The shape of one’s own protruding nose, and its subtle yet constant presence in one’s visual field, has a lot to do with the way visual art has “shaped up” over the centuries. Artists Ryan and Trevor Oakes, presenting an account of how they arrived at this new drawing method, will illuminate fundamental perceptual truths regarding the spherical nature of human vision in A Tale of Two Eyes, One Brain, One Hand, and One Pen (Sept. 17, 7:30 p.m., Banatao Auditorium, Sutardja Dai Hall). See New Work by Ryan and Trevor Oakes (Tuesday-Saturday, Sept. 12-Oct. 6, noon – 5 p.m., Worth Ryder Art Gallery, 116 Kroeber Hall).

Fernanda Viégas and Martin Wattenberg, artists/designers and leaders of Google’s “Big Picture” visualization research group in Cambridge, Mass., discuss what happens when technology is aimed at data sets that range from tropical storms to social networks, from arguments on Wikipedia to expressions of carnal desire in Visualization and the Joy of Revelation (Monday, Oct. 1, 7:30 p.m., Banatao Auditorium, Sutardja Dai Hall).

Intellectual provocateur Camille Paglia speaks about her latest book, Glittering Images: A Journey Through Art From Egypt to Star Wars. Find out why this book may change the way we think about our visual environment in this high-tech age (Wednesday, Oct. 24, 7:30 p.m., Berkeley Art Museum).

Town and gown

The 2400 block of Telegraph Avenue, 1969-1973

The 2400 Block of Telegraph Avenue, 1969-1973, through Jan. 11

The 2400 Block of Telegraph Avenue, 1969-1973 is an exhibit of photographs by Nacio Jan Brown depicting the people and happenings of the “Ave” a few blocks from the Berkeley campus during the vibrant days of the late ’60s and early ’70s (exhibit: Monday-Friday, through Jan. 11, 2013, 8 a.m.-5 p.m.; North Gate; artist talk and book signing: Friday, Sept. 7, 6 p.m., North Gate).
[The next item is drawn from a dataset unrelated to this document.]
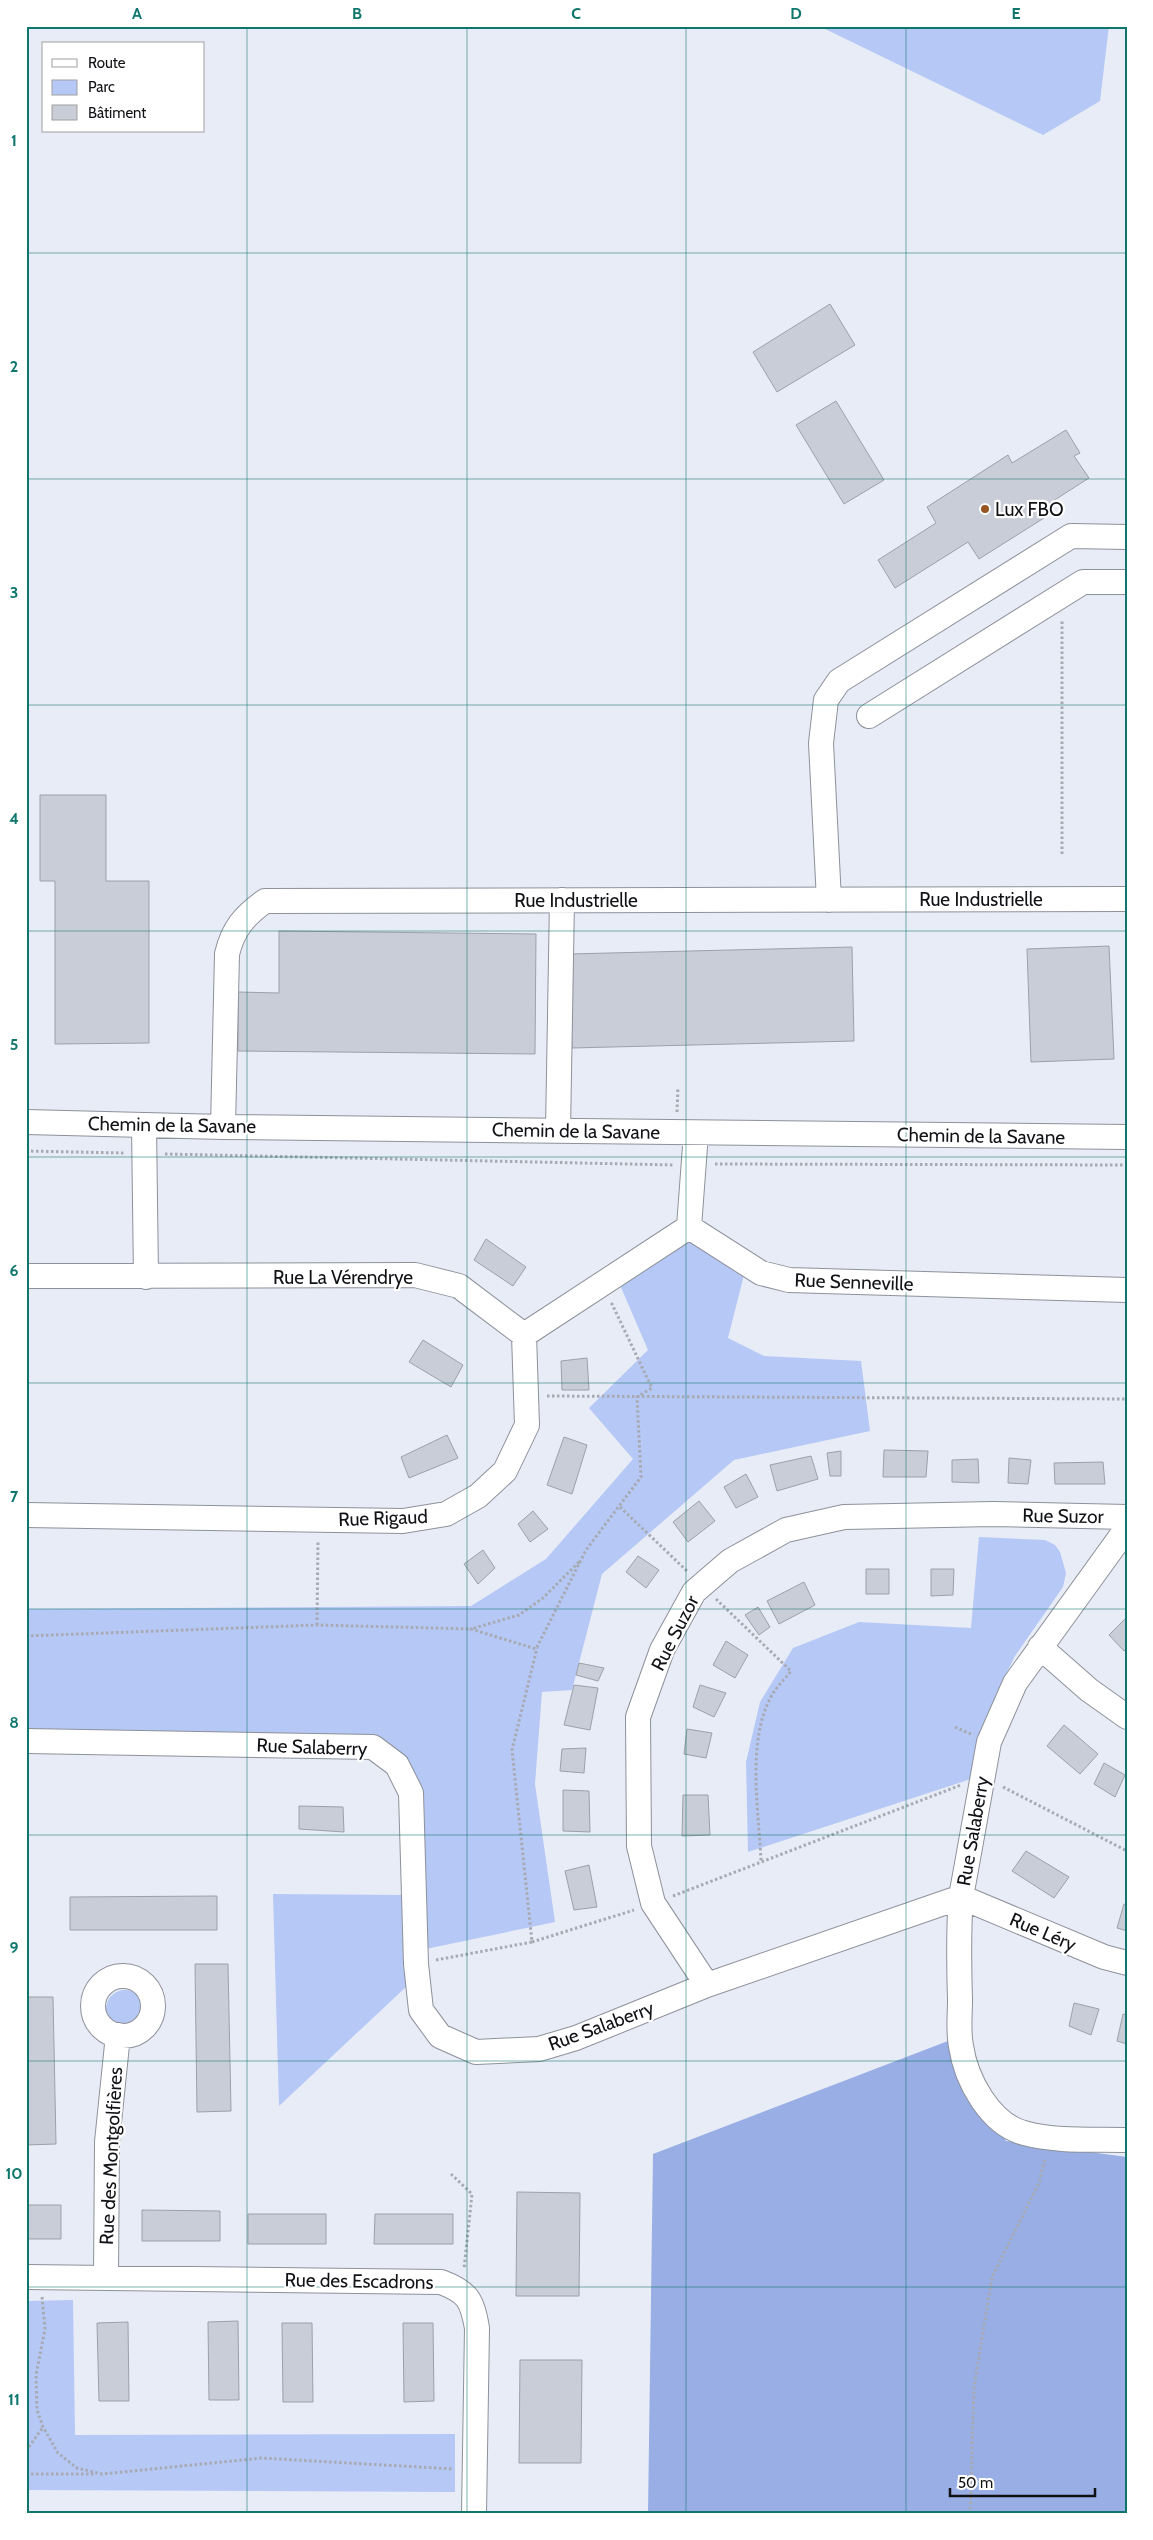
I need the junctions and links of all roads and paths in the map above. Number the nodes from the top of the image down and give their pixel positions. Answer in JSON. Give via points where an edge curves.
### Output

In 1963, the University of California regents hired photographer Ansel Adams and writer Nancy Newhall to depict the university’s future — a collaboration that resulted in the 1967 publication Fiat Lux. This exhibit, Fiat Lux Redux: Ansel Adams and the University Of California, is part of the College of Letters and Science’s “On the Same Page” program for new students (Monday-Friday, Sept. 27-Feb. 28, 2013, 10 a.m.-4 p.m., Bancroft Library).

Seasonal rites

Regionally appropriate plants, including California natives and plants from South Africa, Australia, the Mediterranean region and South America, are featured at the Fall Plant Sale (Sunday, Sept.30, members: 9-10:30 a.m., public: 10:30 a.m.-2 p.m., UC Botanical Garden).

Football

Big Game, Oct. 20

The Cal football team takes on Stanford in the annual Big Game, which will be held in the in the recently renovated California Memorial Stadium (Saturday, Oct. 20, time TBD).
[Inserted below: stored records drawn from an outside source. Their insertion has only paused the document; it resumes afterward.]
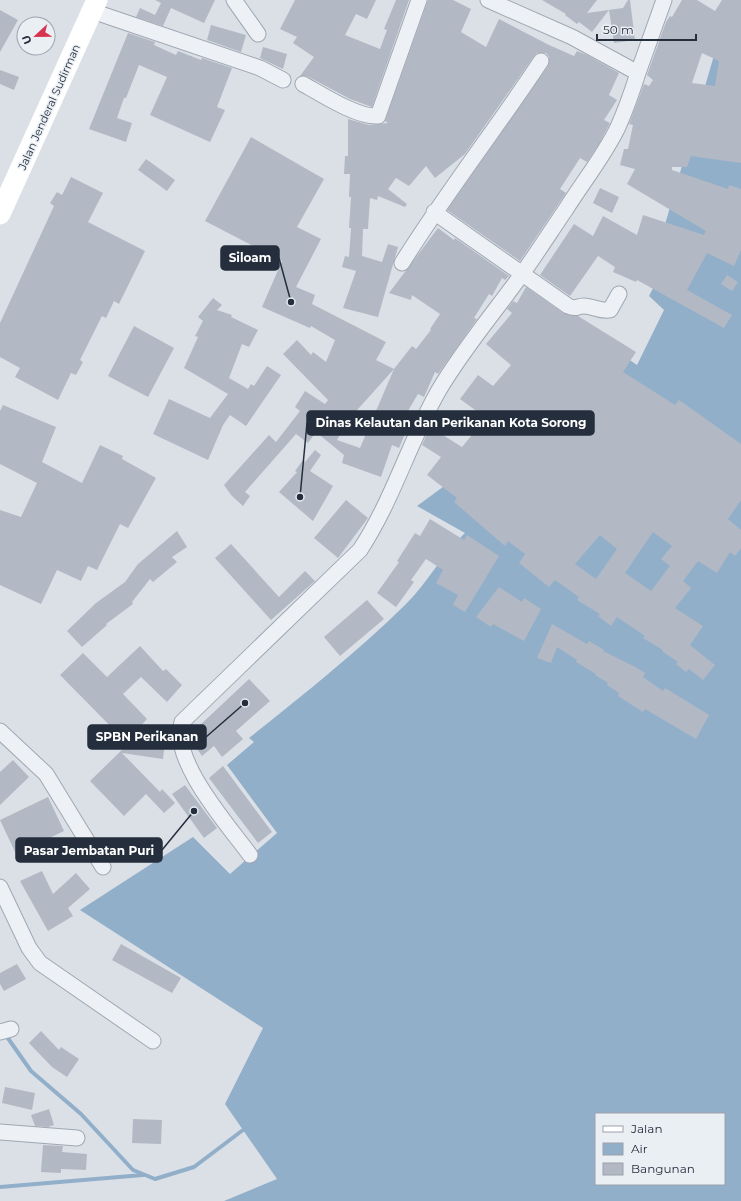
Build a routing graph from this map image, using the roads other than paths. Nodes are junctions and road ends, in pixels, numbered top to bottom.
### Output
1 (234, 0) edge
2 (419, 0) edge
3 (488, 0) edge
4 (664, 0) edge
5 (95, 5) edge
6 (258, 34) dead end
7 (541, 61) dead end
8 (638, 73) junction
9 (283, 80) dead end
10 (302, 84) dead end
11 (434, 212) junction
12 (0, 214) edge
13 (402, 263) dead end
14 (523, 274) junction
15 (619, 294) dead end
16 (0, 731) edge
17 (250, 855) dead end
18 (103, 867) dead end
19 (0, 887) edge
20 (153, 1041) dead end
21 (0, 1132) edge
22 (77, 1138) dead end

1 - 6 street
2 - 10 street
3 - 8 street
4 - 8 street
5 - 9 street
5 - 12 main road, Jalan Jenderal Sudirman
7 - 11 street
8 - 14 street
11 - 13 street
11 - 14 street
14 - 15 street
14 - 17 street
16 - 18 street
19 - 20 street
21 - 22 street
Celebrate Creepy Happy Halloween at the Lawrence Hall of Science. Build a pumpkin catapult or visit the Animal Discovery Room to meet the slimiest, scaliest and hairiest critters! (Saturday, Oct. 27, noon-4 p.m. Lawrence Hall of Science).

The University Chorus presents Harvests and Recollections, a program of autumnal songs, including Franz Joseph Haydn, Fall from The Seasons with orchestra and soloists, (Sunday, Oct. 28, 4 p.m., Hertz Concert Hall).

Mark Morris’s classic The Hard Nut — a retro-modern take on the beloved Nutcracker tale — returns to Zellerbach Hall (Friday, Dec. 14, 7:30 p.m.; Saturday, Dec. 15, 2 p.m. and 8 p.m.; Sunday, Dec. 16, 3 p.m.; Thursday, Dec. 20, 7:30 p.m.; Friday, Dec. 21, 2 p.m.; Saturday, Dec. 22, 2 p.m. and 8 p.m., Sunday, Dec. 23, 3 p.m.).